> _EXCERPTED RECORDS_:

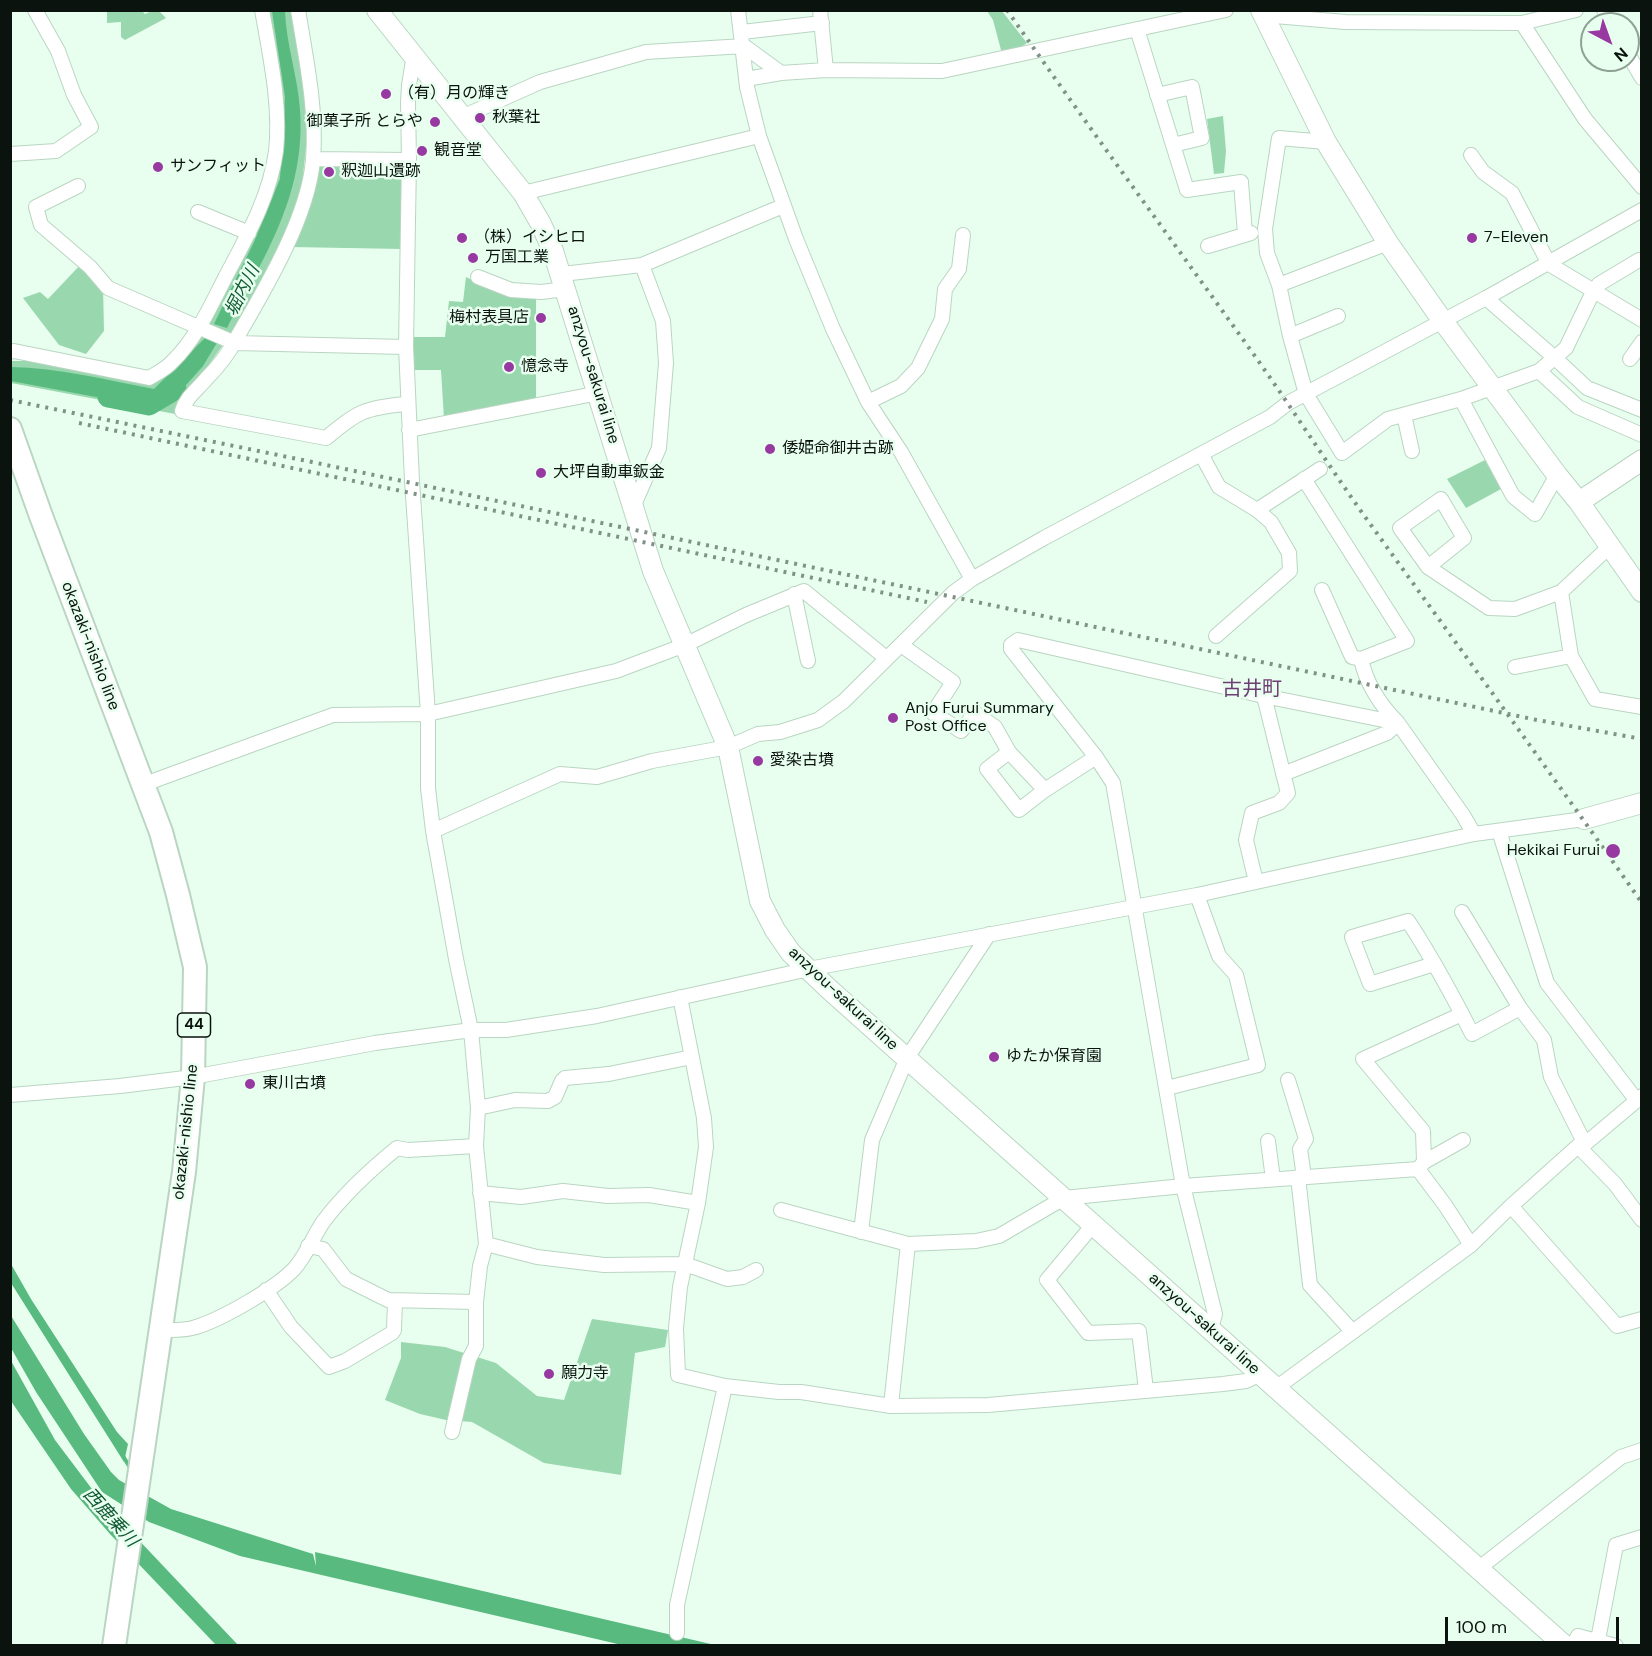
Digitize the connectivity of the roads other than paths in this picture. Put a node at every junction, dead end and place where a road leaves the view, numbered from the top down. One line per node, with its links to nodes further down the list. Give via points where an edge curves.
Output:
1 (35, 10): 22 (street, via 58,51 91,127 56,151)
2 (262, 10): 33 (street, via 273,72 276,151 267,193)
3 (298, 10): 24 (street, via 310,86)
4 (377, 10): 13 (main road, anzyou-sakurai line)
5 (738, 10): 12 (street)
6 (1226, 10): 11 (street)
7 (1576, 10): 10 (street)
8 (1262, 13): 10 (street, via 1345,22); 20 (main road)
9 (821, 17): 12 (street); 14 (street)
10 (1522, 23): 27 (street, via 1585,119)
11 (1137, 29): 14 (street, via 942,71); 17 (street)
12 (743, 39): 15 (street); 16 (street); 18 (street, via 646,52 540,82)
13 (414, 55): 18 (main road, anzyou-sakurai line); 25 (street, via 408,103)
14 (826, 70): 15 (street)
15 (781, 73): 16 (street)
16 (746, 79): 19 (street)
17 (1157, 95): 21 (street); 21 (street, via 1192,87 1202,138)
18 (462, 117): 28 (main road, anzyou-sakurai line)
19 (759, 136): 28 (street); 29 (street)
20 (1326, 142): 32 (street, via 1279,138); 36 (main road)
21 (1173, 146): 34 (street, via 1187,190 1241,182)
22 (10, 154)
23 (1471, 155): 39 (street, via 1483,172 1512,193)
24 (313, 159): 25 (street); 52 (street, via 302,207)
25 (409, 160): 53 (street)
26 (78, 186): 49 (street, via 36,207 41,225 108,288)
27 (1641, 187)
28 (523, 193): 42 (main road, anzyou-sakurai line, via 541,224)
29 (783, 206): 40 (street); 62 (street, via 833,329)
30 (1641, 210): 39 (street)
31 (198, 212): 33 (street)
32 (1265, 229): 34 (street); 43 (street, via 1267,253)
33 (249, 233): 49 (street)
34 (1245, 234): 37 (street)
35 (963, 235): 62 (street, via 959,269 945,289 942,319 918,368 901,386)
36 (1388, 243): 43 (street); 47 (main road)
37 (1208, 246)
38 (1639, 260): 44 (street, via 1599,284)
39 (1549, 264): 44 (street); 45 (street)
40 (642, 265): 42 (street); 76 (street, via 663,321 666,363 659,448)
41 (478, 277): 42 (street, via 511,290 541,292)
42 (564, 282): 59 (main road, anzyou-sakurai line)
43 (1279, 285): 50 (street)
44 (1593, 292): 48 (street); 55 (street, via 1566,348)
45 (1486, 298): 47 (street); 55 (street)
46 (1338, 316): 50 (street)
47 (1442, 320): 58 (main road); 60 (street)
48 (1641, 320)
49 (200, 327): 52 (street); 54 (street, via 172,363 149,378)
50 (1290, 336): 60 (street)
51 (1641, 342): 56 (street)
52 (235, 343): 53 (street); 63 (street, via 185,401 182,411 326,438 359,413 373,407)
53 (406, 347): 67 (street)
54 (10, 352)
55 (1555, 357): 57 (street); 64 (street, via 1587,388)
56 (1630, 359)
57 (1539, 371): 58 (street); 68 (street, via 1578,407)
58 (1494, 388): 61 (street); 73 (main road)
59 (599, 393): 67 (street); 76 (main road, anzyou-sakurai line)
60 (1306, 394): 65 (street, via 1342,453 1388,419); 70 (street)
61 (1461, 399): 65 (street); 73 (street, via 1513,496 1535,514)
62 (868, 402): 80 (street, via 901,452)
63 (405, 404)
64 (1641, 410)
65 (1404, 415): 69 (street)
66 (10, 429): 101 (main road, okazaki-nishio line / 44)
67 (410, 430): 95 (street)
68 (1641, 435)
69 (1412, 451)
70 (1201, 454): 77 (street, via 1218,488); 80 (street)
71 (1641, 460): 75 (main road)
72 (1320, 470): 74 (street)
73 (1557, 475): 75 (main road)
74 (1304, 479): 77 (street); 90 (street, via 1407,641)
75 (1579, 501): 78 (main road)
76 (633, 507): 86 (main road, anzyou-sakurai line, via 653,571)
77 (1257, 510): 85 (street, via 1271,522 1289,553 1290,571)
78 (1609, 547): 82 (street); 83 (main road)
79 (1428, 567): 79 (street, via 1400,528 1441,499 1464,538); 82 (street, via 1489,608 1515,609)
80 (972, 579): 87 (street)
81 (1322, 590): 90 (street, via 1352,657)
82 (1561, 592): 88 (street)
83 (1641, 592)
84 (794, 594): 86 (street); 89 (street, via 804,591); 91 (street)
85 (1216, 636)
86 (686, 645): 95 (street, via 616,671); 97 (main road, anzyou-sakurai line)
87 (901, 645): 89 (street); 98 (street, via 953,682 933,713 961,731 975,713 994,727)
88 (1571, 656): 92 (street); 94 (street, via 1595,699)
89 (886, 658): 97 (street, via 818,720 780,732 758,734)
90 (1361, 659): 96 (street, via 1364,674)
91 (807, 661)
92 (1515, 667)
93 (1264, 696): 96 (street); 99 (street, via 1014,642 1011,648); 100 (street)
94 (1641, 708)
95 (428, 714): 101 (street, via 333,715); 105 (street, via 428,788)
96 (1398, 723): 100 (street, via 1387,733); 107 (street)
97 (728, 747): 105 (street, via 652,761 597,777 560,774); 114 (main road, anzyou-sakurai line, via 760,901 790,953)
98 (1009, 752): 102 (street); 102 (street, via 987,769 1019,810)
99 (1096, 757): 102 (street); 110 (street, via 1113,783)
100 (1283, 774): 108 (street, via 1288,793 1279,803 1252,813 1246,840)
101 (142, 785): 121 (main road, okazaki-nishio line / 44, via 160,832 195,968)
102 (1045, 790)
103 (1641, 803): 104 (main road)
104 (1584, 819): 106 (street)
105 (433, 831): 118 (street)
106 (1499, 831): 107 (street); 125 (street, via 1547,983)
107 (1474, 834): 108 (street)
108 (1256, 882): 109 (street)
109 (1197, 895): 110 (street); 123 (street, via 1219,956 1236,975 1258,1065)
110 (1133, 906): 112 (street); 123 (street)
111 (1462, 912): 116 (street)
112 (989, 934): 114 (street); 120 (street)
113 (1434, 964): 113 (street, via 1408,921 1352,937 1370,984); 117 (street)
114 (809, 969): 115 (street); 120 (main road, anzyou-sakurai line)
115 (680, 998): 118 (street, via 587,1018 506,1030); 119 (street)
116 (1520, 1008): 117 (street, via 1472,1034); 129 (street, via 1544,1040 1551,1077)
117 (1462, 1014): 131 (street, via 1363,1059 1423,1131)
118 (471, 1030): 121 (street, via 375,1043); 126 (street)
119 (692, 1057): 126 (street, via 609,1074 565,1078 555,1097 548,1101 515,1100); 137 (street, via 706,1147)
120 (907, 1058): 136 (main road, anzyou-sakurai line); 142 (street, via 872,1140)
121 (193, 1077): 124 (street); 154 (main road, okazaki-nishio line / 44, via 184,1172)
122 (1288, 1080): 132 (street, via 1306,1138 1300,1149)
123 (1167, 1088): 134 (street)
124 (10, 1095)
125 (1639, 1099): 129 (street)
126 (478, 1108): 130 (street)
127 (1463, 1140): 131 (street)
128 (1268, 1141): 133 (street)
129 (1581, 1145): 138 (street); 140 (street)
130 (476, 1146): 135 (street); 146 (street, via 397,1148 338,1204)
131 (1421, 1165): 132 (street); 145 (street)
132 (1301, 1177): 133 (street); 155 (street, via 1311,1285)
133 (1273, 1179): 134 (street)
134 (1183, 1186): 136 (street); 153 (street, via 1215,1314)
135 (480, 1193): 137 (street, via 521,1197 563,1191 649,1195); 143 (street)
136 (1064, 1198): 141 (main road, anzyou-sakurai line); 144 (street, via 999,1236)
137 (698, 1203): 147 (street)
138 (1510, 1206): 145 (street); 152 (street, via 1617,1326)
139 (781, 1210): 142 (street)
140 (1641, 1220)
141 (1093, 1225): 153 (main road, anzyou-sakurai line); 159 (street, via 1047,1280 1088,1334 1140,1330)
142 (861, 1232): 144 (street)
143 (486, 1244): 147 (street, via 537,1257 604,1265); 151 (street)
144 (908, 1244): 160 (street)
145 (1471, 1245): 155 (street)
146 (308, 1246): 149 (street, via 294,1268); 150 (street, via 323,1249 346,1279)
147 (685, 1264): 148 (street, via 727,1279); 157 (street, via 676,1329 678,1375)
148 (756, 1270)
149 (266, 1290): 150 (street, via 291,1328 329,1367 392,1333); 154 (street, via 195,1328)
150 (395, 1301): 151 (street)
151 (476, 1302): 161 (street, via 476,1346 469,1359)
152 (1641, 1319)
153 (1211, 1329): 156 (main road, anzyou-sakurai line)
154 (160, 1330): 167 (main road, okazaki-nishio line / 44)
155 (1352, 1331): 158 (street)
156 (1261, 1374): 158 (main road, anzyou-sakurai line); 159 (street, via 1246,1381)
157 (725, 1386): 160 (street, via 801,1392); 165 (street, via 677,1605)
158 (1276, 1388): 164 (main road, anzyou-sakurai line)
159 (1146, 1390): 160 (street, via 988,1405)
160 (891, 1406)
161 (452, 1432)
162 (1641, 1450): 164 (street, via 1622,1457)
163 (1641, 1537): 166 (street, via 1616,1545)
164 (1478, 1569): 168 (main road, anzyou-sakurai line)
165 (677, 1633)
166 (1598, 1640): 169 (street, via 1578,1636); 170 (street)
167 (114, 1646)
168 (1565, 1646)
169 (1572, 1646)
170 (1616, 1646)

> _EXERCISE REQUIREMENTS_: For each line in the records that contains the word "nishio", make a copy.

> _SOLUTION_:
66 (10, 429): 101 (main road, okazaki-nishio line / 44)
101 (142, 785): 121 (main road, okazaki-nishio line / 44, via 160,832 195,968)
121 (193, 1077): 124 (street); 154 (main road, okazaki-nishio line / 44, via 184,1172)
154 (160, 1330): 167 (main road, okazaki-nishio line / 44)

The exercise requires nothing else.